Saved entries:
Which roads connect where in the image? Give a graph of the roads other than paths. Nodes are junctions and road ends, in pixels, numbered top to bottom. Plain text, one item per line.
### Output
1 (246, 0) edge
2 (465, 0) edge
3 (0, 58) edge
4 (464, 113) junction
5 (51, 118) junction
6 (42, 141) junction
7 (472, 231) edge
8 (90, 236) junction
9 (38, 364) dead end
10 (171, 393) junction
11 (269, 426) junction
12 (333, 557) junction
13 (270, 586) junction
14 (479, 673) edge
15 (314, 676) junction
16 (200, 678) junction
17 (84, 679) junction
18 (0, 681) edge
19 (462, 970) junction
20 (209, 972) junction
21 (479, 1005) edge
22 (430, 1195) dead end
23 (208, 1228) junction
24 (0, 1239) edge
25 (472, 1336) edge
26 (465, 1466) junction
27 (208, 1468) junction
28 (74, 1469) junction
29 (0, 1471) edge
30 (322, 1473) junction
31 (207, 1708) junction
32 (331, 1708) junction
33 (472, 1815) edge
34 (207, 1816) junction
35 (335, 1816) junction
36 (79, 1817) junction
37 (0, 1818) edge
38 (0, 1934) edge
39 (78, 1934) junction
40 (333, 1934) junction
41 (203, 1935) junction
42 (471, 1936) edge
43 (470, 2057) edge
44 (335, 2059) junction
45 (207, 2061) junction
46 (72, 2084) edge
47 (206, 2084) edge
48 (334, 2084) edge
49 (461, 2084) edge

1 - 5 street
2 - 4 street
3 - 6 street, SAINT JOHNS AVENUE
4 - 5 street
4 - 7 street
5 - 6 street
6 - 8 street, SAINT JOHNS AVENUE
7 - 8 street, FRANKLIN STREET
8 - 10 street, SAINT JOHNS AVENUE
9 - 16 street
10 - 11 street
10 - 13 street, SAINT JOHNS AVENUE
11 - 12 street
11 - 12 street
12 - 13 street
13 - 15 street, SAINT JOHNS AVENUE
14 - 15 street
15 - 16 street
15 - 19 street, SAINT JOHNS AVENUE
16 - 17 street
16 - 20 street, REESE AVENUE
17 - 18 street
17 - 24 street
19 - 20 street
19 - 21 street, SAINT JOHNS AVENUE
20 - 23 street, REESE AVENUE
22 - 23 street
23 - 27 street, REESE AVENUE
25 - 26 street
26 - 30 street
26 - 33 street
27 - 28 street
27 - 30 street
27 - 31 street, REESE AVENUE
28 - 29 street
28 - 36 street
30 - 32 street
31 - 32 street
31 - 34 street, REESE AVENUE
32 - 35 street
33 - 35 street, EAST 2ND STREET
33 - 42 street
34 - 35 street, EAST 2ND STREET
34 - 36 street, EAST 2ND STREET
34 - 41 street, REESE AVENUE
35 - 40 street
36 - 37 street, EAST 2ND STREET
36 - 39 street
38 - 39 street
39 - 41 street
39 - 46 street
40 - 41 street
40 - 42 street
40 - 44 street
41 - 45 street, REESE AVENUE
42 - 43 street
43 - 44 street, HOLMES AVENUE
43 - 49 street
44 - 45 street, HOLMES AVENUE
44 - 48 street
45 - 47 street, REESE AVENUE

==

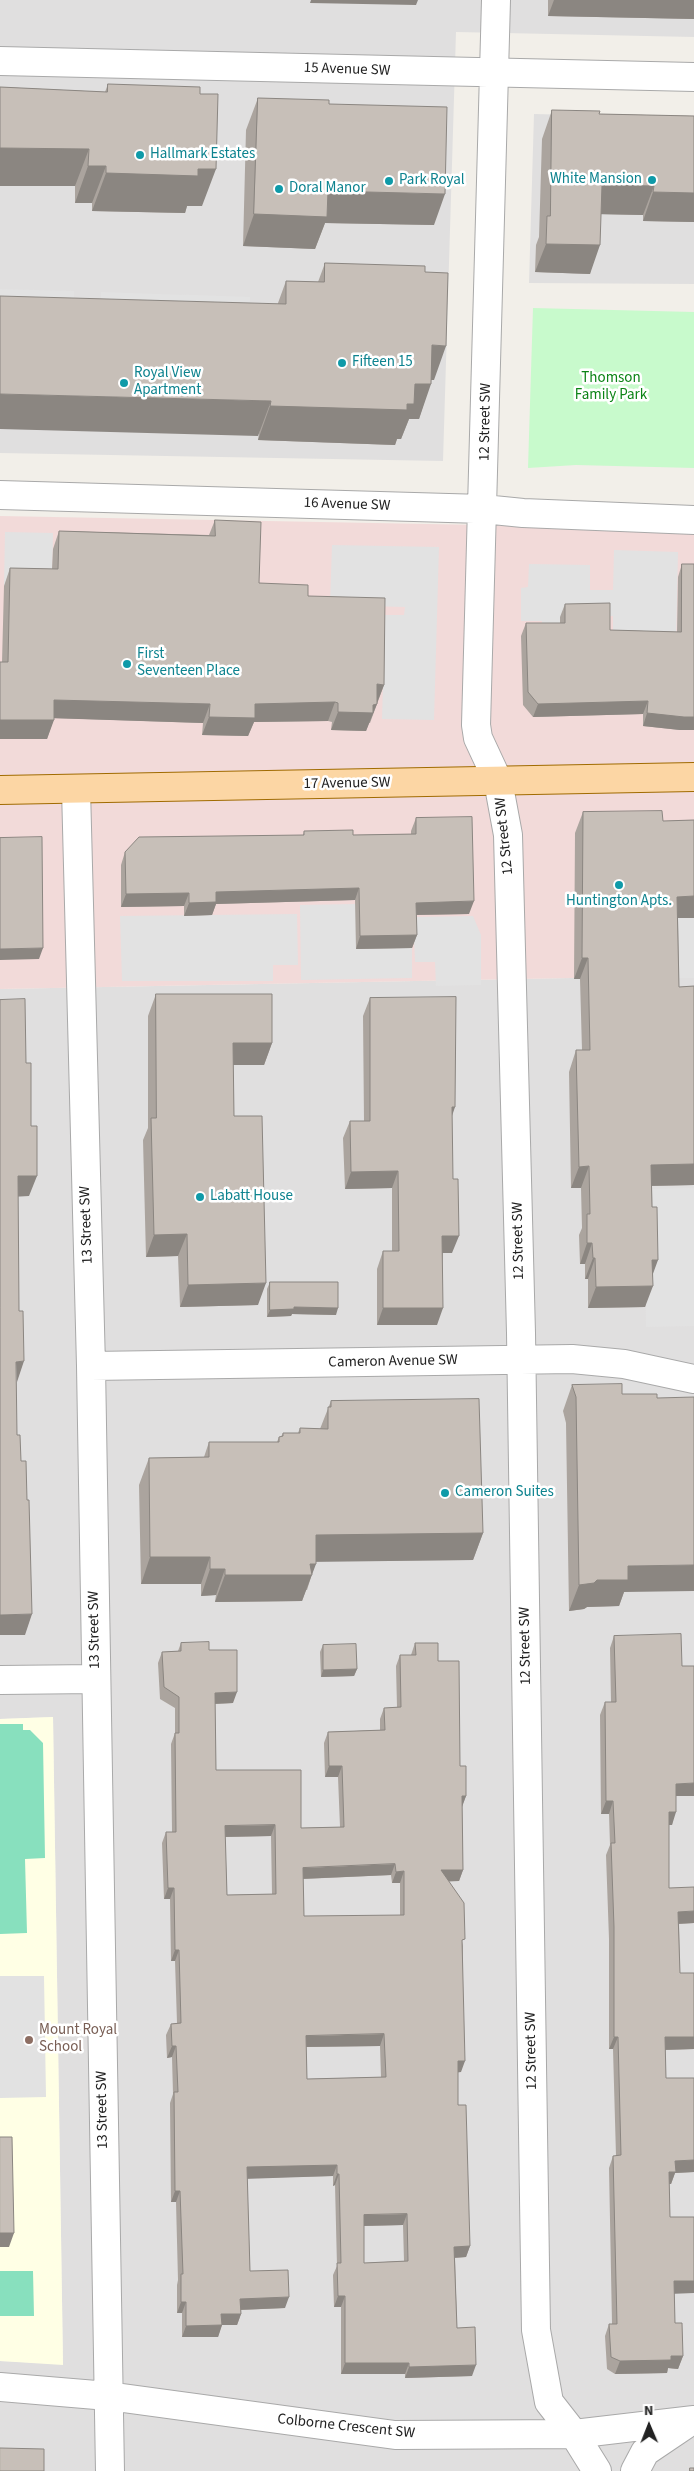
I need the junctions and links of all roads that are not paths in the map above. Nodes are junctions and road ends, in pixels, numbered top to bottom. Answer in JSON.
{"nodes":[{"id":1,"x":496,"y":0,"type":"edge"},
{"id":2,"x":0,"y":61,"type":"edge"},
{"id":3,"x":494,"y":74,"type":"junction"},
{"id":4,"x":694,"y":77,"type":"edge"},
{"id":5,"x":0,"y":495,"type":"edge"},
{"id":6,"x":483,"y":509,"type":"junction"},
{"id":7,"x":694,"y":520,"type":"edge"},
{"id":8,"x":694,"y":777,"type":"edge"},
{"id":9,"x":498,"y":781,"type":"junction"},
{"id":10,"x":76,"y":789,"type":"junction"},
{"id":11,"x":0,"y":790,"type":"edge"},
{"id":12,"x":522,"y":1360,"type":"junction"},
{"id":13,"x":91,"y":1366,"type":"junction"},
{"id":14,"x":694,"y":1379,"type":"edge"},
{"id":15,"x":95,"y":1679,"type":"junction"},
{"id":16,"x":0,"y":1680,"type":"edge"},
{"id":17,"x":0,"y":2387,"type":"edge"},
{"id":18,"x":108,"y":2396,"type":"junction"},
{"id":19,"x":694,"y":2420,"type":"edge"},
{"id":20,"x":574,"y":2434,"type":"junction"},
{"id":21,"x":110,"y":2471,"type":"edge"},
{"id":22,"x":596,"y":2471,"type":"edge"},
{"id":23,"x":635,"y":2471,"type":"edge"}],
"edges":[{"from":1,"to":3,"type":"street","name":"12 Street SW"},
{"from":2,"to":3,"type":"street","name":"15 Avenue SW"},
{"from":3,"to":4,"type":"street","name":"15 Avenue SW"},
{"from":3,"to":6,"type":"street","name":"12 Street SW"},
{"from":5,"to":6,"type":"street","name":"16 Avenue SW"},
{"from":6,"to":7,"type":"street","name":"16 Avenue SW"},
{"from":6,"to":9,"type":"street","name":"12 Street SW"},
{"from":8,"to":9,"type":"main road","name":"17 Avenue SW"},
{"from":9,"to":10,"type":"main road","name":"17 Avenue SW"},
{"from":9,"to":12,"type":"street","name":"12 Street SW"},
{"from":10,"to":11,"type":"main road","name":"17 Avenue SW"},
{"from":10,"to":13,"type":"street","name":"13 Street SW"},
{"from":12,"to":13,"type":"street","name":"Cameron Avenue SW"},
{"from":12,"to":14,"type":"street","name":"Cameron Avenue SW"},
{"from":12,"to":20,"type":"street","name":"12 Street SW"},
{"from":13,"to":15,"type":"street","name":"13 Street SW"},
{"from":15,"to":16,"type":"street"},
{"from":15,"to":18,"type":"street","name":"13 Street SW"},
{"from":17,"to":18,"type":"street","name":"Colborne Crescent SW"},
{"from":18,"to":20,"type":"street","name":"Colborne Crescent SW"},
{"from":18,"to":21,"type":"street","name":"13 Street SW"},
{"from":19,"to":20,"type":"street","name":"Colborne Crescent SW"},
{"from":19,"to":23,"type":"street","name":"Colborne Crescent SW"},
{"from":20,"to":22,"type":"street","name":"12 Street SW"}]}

◆ Assignment ◆
Lines holding "roads" in the data above: copy each of them.

◆ Worked solution ◆
Which roads connect where in the image? Give a graph of the roads other than paths. Nodes are junctions and road ends, in pixels, numbered top to bottom. Plain text, one item per line.
I need the junctions and links of all roads that are not paths in the map above. Nodes are junctions and road ends, in pixels, numbered top to bottom. Answer in JSON.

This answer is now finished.